The star, RZ Piscium, is in the constellation Pisces, and the huge dust clouds appear to be the remains of one or more destroyed planets. During the erratic dimming episodes, which can last as long as two days, the star becomes as much as one-tenth as bright. A paper detailing the findings is published today in the Astronomical Journal.
The star is young — between 30 million and 50 million years old, the astronomers estimate. But typically, the dust from the star's youth would have dispersed after a few million years, so scientists did not expect that a star that "old" would be surrounded by so much gas and dust.
"I've been studying young stars near Earth for 20 years and I've never seen anything like this one," said Zuckerman, a professor of astronomy. "Most sun-like stars have lost their planet-forming disks within a few million years of their birth. The fact that RZ Piscium hosts so much gas and dust after tens of millions of years means it's probably destroying, rather than building, planets."
The scientists determined that RZ Piscium is surrounded by a disk of warm dust because the star produces far more energy at infrared wavelengths than stars like our sun. About 8 percent of its total luminosity is in the infrared, a level matched by only a few of the thousands of nearby stars scientists have studied over the past 40 years.
"Our observations show there are massive blobs of dust and gas that occasionally block the star's light and are probably spiraling into it," said Kristina Punzi, a doctoral student at the Rochester Institute of Technology and the study's lead author.
The astronomers determined that the star's surface temperature is about 9,600 degrees Fahrenheit (5,300 degrees Celsius), only slightly cooler than our sun's.

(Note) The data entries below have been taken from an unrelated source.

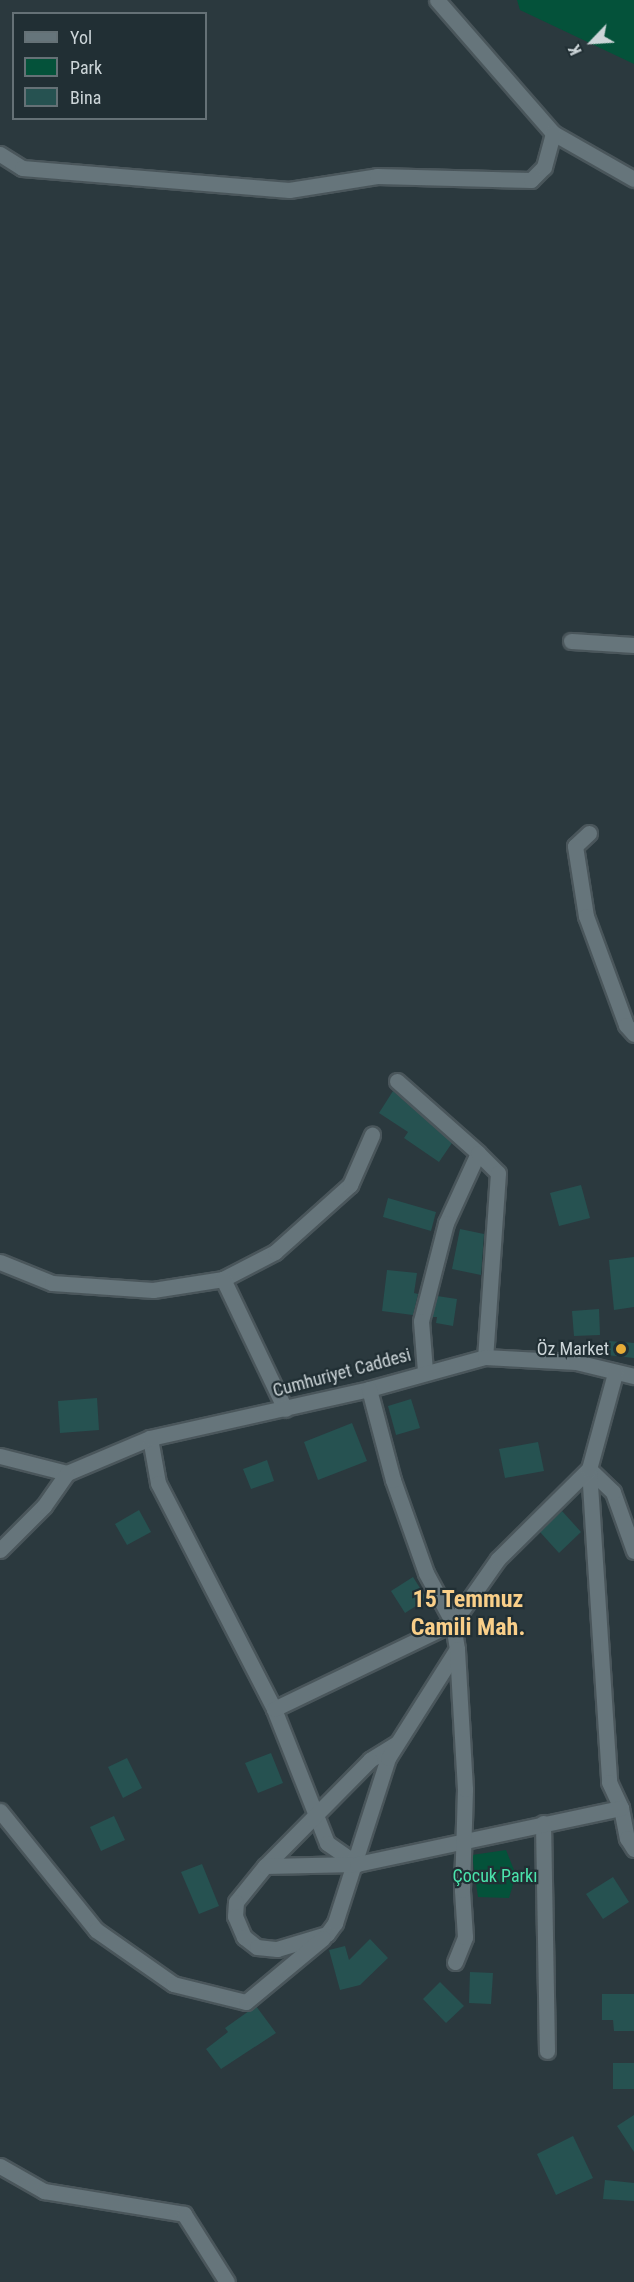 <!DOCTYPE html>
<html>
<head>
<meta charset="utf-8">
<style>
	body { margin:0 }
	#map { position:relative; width:634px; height:2282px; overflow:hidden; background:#2b393e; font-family:"Roboto Condensed",sans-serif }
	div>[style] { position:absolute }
	.green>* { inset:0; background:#04523a }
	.building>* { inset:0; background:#265251 }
	.roads { filter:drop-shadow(2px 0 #4a565b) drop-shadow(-2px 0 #4a565b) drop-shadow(0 2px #4a565b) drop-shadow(0 -2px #4a565b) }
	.minor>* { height:15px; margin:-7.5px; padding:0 7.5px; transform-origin:7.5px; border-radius:7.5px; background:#66757b }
	.dots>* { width:16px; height:16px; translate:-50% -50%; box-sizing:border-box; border:3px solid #212f34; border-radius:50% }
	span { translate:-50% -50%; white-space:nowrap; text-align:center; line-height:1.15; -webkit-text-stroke:4.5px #212f34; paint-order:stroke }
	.poi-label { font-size:18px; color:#ccd5d8 }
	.right { translate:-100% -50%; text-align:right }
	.street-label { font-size:18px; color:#ccd5d8 }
	.park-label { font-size:18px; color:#4ae4ac }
	.district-label { font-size:24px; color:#f9cf89; font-weight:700 }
	.legend { position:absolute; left:12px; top:12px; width:195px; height:108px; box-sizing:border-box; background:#212f34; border:2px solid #657176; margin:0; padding:8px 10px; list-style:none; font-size:18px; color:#ccd5d8 }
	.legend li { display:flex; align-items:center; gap:12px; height:30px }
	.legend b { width:30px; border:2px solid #657176 }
	.north { position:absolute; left:562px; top:12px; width:60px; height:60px; -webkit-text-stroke:4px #212f34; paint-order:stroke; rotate:245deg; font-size:16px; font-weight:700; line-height:24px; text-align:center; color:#ccd5d8 }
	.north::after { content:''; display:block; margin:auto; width:21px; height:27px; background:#ccd5d8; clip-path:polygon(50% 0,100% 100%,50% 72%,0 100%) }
</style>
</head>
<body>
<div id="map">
	<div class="green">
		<i style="clip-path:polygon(517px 0,634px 0,634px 64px,520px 10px)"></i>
		<i style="clip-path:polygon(506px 1850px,516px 1875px,509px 1898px,478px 1897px,472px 1855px)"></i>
	</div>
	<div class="building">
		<i style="clip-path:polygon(393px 1091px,452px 1143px,439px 1162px,404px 1138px,408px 1132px,379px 1113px)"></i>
		<i style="clip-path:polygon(581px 1185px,590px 1218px,559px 1226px,550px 1193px)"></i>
		<i style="clip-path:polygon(388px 1198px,436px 1212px,431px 1231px,383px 1217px)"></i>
		<i style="clip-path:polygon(460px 1229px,484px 1234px,481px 1275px,452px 1269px)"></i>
		<i style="clip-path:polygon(634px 1257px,634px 1307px,614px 1310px,609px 1260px)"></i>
		<i style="clip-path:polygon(387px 1270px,417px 1273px,414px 1293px,418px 1294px,413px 1315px,382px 1311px)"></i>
		<i style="clip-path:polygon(437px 1296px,457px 1299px,453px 1326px,436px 1323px,437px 1317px,432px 1317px)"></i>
		<i style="clip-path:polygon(599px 1309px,600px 1335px,574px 1336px,572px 1311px)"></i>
		<i style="clip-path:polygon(609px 1341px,634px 1343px,634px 1358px,607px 1355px)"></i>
		<i style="clip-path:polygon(97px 1398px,99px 1430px,60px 1433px,58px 1401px)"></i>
		<i style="clip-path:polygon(411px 1399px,420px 1428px,396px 1435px,388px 1406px)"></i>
		<i style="clip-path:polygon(352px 1423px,367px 1461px,318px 1480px,304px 1442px)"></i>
		<i style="clip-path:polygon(538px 1442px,544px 1471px,505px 1478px,499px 1449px)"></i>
		<i style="clip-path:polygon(267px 1460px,274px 1481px,251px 1489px,243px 1469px)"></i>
		<i style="clip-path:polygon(139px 1510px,151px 1532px,127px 1545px,115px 1524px)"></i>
		<i style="clip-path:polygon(562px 1511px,581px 1532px,559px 1553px,540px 1532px)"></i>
		<i style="clip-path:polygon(413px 1577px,427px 1599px,405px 1613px,391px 1591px)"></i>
		<i style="clip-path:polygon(271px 1753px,283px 1783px,258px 1793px,245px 1763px)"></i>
		<i style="clip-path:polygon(127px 1758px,142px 1788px,123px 1798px,108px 1767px)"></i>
		<i style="clip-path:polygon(114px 1816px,125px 1840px,101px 1851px,90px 1827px)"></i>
		<i style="clip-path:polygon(202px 1864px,219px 1906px,199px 1914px,181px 1872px)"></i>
		<i style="clip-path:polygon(613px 1877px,629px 1902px,603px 1919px,586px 1894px)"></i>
		<i style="clip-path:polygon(370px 1939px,388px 1958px,360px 1985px,340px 1990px,329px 1950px,345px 1946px,349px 1960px)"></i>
		<i style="clip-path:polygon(470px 1972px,493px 1973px,491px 2004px,469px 2003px)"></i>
		<i style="clip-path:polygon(440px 1982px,464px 2006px,446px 2023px,423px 1999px)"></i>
		<i style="clip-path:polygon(602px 1994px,634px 1994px,634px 2031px,614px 2031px,613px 2020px,602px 2020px)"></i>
		<i style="clip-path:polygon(256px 2006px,276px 2033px,221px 2069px,206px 2049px,228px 2032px,225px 2028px)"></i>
		<i style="clip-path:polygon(613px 2063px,634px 2063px,634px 2089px,613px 2089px)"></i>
		<i style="clip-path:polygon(634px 2115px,634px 2152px,617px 2126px)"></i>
		<i style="clip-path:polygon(573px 2136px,593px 2178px,556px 2195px,537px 2154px)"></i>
		<i style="clip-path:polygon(605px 2180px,634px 2183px,634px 2201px,603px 2199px)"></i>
	</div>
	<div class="roads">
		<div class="minor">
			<i style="left:437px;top:0;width:176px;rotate:48.9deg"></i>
			<i style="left:553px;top:133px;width:93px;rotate:29.6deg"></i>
			<i style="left:0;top:154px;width:26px;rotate:32deg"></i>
			<i style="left:22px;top:168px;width:268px;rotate:4.7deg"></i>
			<i style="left:289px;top:190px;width:89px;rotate:-9deg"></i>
			<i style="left:377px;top:176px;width:154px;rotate:1.5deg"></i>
			<i style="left:531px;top:180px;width:18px;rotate:-45deg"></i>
			<i style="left:544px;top:167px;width:35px;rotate:-75deg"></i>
			<i style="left:571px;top:641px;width:63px;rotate:3.6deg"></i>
			<i style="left:589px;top:833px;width:19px;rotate:137deg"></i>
			<i style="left:575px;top:846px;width:71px;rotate:81.1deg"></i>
			<i style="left:586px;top:916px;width:116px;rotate:69.8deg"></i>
			<i style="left:626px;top:1025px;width:12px;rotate:48deg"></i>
			<i style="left:397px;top:1081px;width:108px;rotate:41.6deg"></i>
			<i style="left:478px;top:1153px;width:77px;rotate:114.6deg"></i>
			<i style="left:446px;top:1223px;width:101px;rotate:104.3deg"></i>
			<i style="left:421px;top:1321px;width:50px;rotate:85.4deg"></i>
			<i style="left:478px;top:1153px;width:28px;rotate:45deg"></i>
			<i style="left:498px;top:1173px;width:184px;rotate:94deg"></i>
			<i style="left:0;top:1262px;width:56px;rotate:22deg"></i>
			<i style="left:52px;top:1283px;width:101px;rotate:4deg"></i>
			<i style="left:153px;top:1290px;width:71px;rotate:-8.9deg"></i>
			<i style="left:223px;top:1279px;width:59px;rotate:-27.4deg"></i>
			<i style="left:275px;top:1252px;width:101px;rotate:-41.8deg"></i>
			<i style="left:350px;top:1185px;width:55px;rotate:-66.3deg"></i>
			<i style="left:223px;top:1279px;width:144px;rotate:64.5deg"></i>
			<i style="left:150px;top:1438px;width:46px;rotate:79.9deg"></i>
			<i style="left:158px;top:1483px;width:254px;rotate:62.8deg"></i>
			<i style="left:274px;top:1709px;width:144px;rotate:68.4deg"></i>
			<i style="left:327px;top:1843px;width:37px;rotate:35deg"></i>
			<i style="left:0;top:1456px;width:69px;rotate:14.2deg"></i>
			<i style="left:67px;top:1473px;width:90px;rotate:-22.9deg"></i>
			<i style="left:150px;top:1438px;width:224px;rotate:-12.6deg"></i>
			<i style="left:369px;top:1389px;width:120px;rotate:-15.4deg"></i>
			<i style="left:485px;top:1357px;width:91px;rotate:3.1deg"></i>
			<i style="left:576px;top:1362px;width:60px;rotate:13.6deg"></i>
			<i style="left:0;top:1550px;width:62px;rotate:-45deg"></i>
			<i style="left:44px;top:1506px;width:40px;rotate:-55.1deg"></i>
			<i style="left:634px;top:1551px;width:63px;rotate:-109.6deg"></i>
			<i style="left:613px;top:1492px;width:33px;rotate:-136deg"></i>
			<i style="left:589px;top:1469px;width:314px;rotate:86.3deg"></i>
			<i style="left:609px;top:1782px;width:29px;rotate:65deg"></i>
			<i style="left:621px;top:1808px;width:31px;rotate:79deg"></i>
			<i style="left:627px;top:1838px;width:13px;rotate:58deg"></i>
			<i style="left:274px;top:1709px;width:199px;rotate:-25.7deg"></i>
			<i style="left:453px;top:1623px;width:57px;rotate:-118.4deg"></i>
			<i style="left:426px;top:1573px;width:99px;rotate:-109.5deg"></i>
			<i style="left:393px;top:1480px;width:94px;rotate:-104.8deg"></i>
			<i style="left:397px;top:1743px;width:32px;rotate:148deg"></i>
			<i style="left:370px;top:1760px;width:149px;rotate:134.7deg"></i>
			<i style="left:265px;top:1866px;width:46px;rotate:128.9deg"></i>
			<i style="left:236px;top:1902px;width:14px;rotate:94deg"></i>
			<i style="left:235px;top:1916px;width:23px;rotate:67deg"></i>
			<i style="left:244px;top:1937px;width:16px;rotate:38deg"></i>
			<i style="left:257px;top:1947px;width:20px;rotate:6deg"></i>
			<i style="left:277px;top:1949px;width:52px;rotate:-16.7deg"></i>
			<i style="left:327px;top:1934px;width:14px;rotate:-54deg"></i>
			<i style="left:335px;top:1923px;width:173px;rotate:-72.2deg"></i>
			<i style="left:388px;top:1758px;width:129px;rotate:-57.7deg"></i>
			<i style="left:457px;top:1649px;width:26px;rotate:-99deg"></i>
			<i style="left:453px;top:1623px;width:78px;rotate:-54.9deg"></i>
			<i style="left:498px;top:1559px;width:128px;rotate:-44.7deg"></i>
			<i style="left:589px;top:1469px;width:99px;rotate:-74.8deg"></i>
			<i style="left:0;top:1811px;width:153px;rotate:51.1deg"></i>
			<i style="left:96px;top:1930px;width:94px;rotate:35deg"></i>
			<i style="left:173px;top:1984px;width:75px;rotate:13.9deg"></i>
			<i style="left:246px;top:2002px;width:100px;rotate:-39.7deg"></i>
			<i style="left:543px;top:1823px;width:228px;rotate:89deg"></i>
			<i style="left:265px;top:1866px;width:92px;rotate:-1.2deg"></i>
			<i style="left:357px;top:1864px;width:270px;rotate:-12deg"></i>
			<i style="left:455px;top:1962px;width:27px;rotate:-68deg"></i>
			<i style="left:465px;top:1937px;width:47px;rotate:-93.7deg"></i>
			<i style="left:462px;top:1890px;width:101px;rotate:-88.3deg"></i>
			<i style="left:465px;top:1789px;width:140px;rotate:-93.3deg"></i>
			<i style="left:0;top:2166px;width:51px;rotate:29.6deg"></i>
			<i style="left:44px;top:2191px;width:142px;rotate:9.3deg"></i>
			<i style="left:184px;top:2214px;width:80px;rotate:57.7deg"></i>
		</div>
	</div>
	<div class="dots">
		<i style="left:621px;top:1349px;background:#e7ac37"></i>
	</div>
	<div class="poi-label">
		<span class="right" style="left:609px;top:1349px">Öz Market</span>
	</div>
	<div class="street-label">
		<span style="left:342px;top:1373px;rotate:-15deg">Cumhuriyet Caddesi</span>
	</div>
	<div class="park-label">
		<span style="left:495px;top:1876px">Çocuk Parkı</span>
	</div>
	<div class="district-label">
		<span style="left:468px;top:1614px">15 Temmuz<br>Camili Mah.</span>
	</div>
	<ul class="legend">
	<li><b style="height:8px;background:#66757b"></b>Yol</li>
	<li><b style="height:16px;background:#04523a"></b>Park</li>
	<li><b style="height:16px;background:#265251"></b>Bina</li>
	</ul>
	<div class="north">K</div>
</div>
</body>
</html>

They gauged the star's age based on the amount of lithium they detected on the star's surface — a good guide because the amount of lithium declines as stars age, according to Joel Kastner, director of RIT's Laboratory for Multiwavelength Astrophysics and the study's co-author.
According to the paper, the data indicates that the debris surrounding the star represents the aftermath of a disaster of planetary proportions. It's possible that the star's tides are stripping material from a close companion — likely a brown dwarf or giant planet — which is producing intermittent streams of gas and dust, or that the companion is already completely dissolved. Another possibility is that one or more massive gas-rich planets in the system underwent a catastrophic collision in the astronomically recent past.
The team conducted its research using the European Space Agency's XMM-Newton satellite, the Shane 3-meter telescope at Lick Observatory in California and the 10-meter Keck I telescope at W. M. Keck Observatory in Hawaii. In addition to the astronomers from UCLA and RIT, the team comprised scientists from UC San Diego and Indiana University.
Ground-based observations also probed the star's environment, capturing evidence that the dust is accompanied by substantial amounts of gas. Based on the temperature of the dust, around 450 degrees Fahrenheit (230 degrees Celsius), the researchers think that most of the debris is orbiting about 30 million miles from the star.